The prevailing wisdom is that China’s economic growth is no longer supported by trade.
Taking a look at long term charts to see if the contribution of trade to GDP has gone down is the only sensible way to assess this, especially when analysing an emerging economy. The picture is rarely evident in month-to-month changes.
This approach means you can ignore the itsy-bitsy-teeny-weeny trade surplus booked in March - a mere US$3.1 billion (HK$24.2 billion) - as a crazy deviation from a very strong trend. It is pretty certain that the trend is unbroken by this one-off report.
If there was reason to get excited because the trade surplus in March was US$37 billion below its 12-month moving average, shouldn’t there also have been excitement when the February surplus was US$19.6 billion above trend, or when the January surplus was US$26 billion above, or when the December surplus was US$17.9 billion above?
When looking at China’s trade trends, the smallest increment of time that matters is a full calendar quarter. The trade surplus in Q1 was US$123.7 billion, the third biggest ever. The biggest ever trade surplus was in Q4 last year, at US$149.5 billion. And the second biggest ever was in Q3 last year, at US$128.1 billion.

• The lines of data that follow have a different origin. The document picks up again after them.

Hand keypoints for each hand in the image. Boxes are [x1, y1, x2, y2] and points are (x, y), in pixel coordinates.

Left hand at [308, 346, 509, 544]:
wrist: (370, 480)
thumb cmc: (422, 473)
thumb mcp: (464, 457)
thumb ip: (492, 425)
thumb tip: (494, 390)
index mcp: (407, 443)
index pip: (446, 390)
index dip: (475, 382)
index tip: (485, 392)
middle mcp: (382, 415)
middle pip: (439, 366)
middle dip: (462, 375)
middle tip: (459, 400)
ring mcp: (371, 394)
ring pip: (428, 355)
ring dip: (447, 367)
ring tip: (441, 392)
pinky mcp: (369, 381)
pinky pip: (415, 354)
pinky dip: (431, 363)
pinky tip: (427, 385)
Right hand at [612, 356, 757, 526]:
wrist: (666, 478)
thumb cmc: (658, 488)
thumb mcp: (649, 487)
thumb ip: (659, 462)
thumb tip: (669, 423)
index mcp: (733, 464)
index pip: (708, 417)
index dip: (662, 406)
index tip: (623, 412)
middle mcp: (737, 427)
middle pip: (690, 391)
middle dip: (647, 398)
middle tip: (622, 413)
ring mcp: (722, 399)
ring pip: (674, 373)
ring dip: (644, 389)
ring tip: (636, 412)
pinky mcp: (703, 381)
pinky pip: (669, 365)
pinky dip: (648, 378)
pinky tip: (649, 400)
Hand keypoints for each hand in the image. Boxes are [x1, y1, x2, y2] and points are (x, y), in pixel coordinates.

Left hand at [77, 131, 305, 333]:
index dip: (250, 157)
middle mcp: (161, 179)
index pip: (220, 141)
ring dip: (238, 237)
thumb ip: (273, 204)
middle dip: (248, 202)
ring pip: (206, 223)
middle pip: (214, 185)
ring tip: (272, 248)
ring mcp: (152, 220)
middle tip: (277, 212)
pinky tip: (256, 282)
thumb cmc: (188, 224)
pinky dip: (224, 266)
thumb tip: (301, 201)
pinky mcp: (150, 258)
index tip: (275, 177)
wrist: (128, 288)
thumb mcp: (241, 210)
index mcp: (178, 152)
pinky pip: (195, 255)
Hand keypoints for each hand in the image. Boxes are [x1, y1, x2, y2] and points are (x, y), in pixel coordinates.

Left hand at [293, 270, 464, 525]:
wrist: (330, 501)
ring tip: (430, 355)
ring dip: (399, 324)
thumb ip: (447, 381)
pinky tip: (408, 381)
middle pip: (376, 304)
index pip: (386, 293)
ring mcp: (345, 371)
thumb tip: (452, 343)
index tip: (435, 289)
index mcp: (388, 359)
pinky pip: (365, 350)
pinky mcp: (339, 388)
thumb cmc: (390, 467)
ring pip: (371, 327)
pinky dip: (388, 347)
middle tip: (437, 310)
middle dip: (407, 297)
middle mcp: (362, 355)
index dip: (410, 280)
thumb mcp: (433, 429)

Indeed the trade surplus has been growing faster than GDP. In yuan terms, the trade surplus has increased 16-fold since 2000, while GDP has increased just 3-1/2 times. Since the 2008-09 global economic crisis, the trade surplus has increased 2-1/2 times while GDP has grown barely by half. The trade surplus is increasing as a share of GDP. Therefore trade is adding to GDP growth.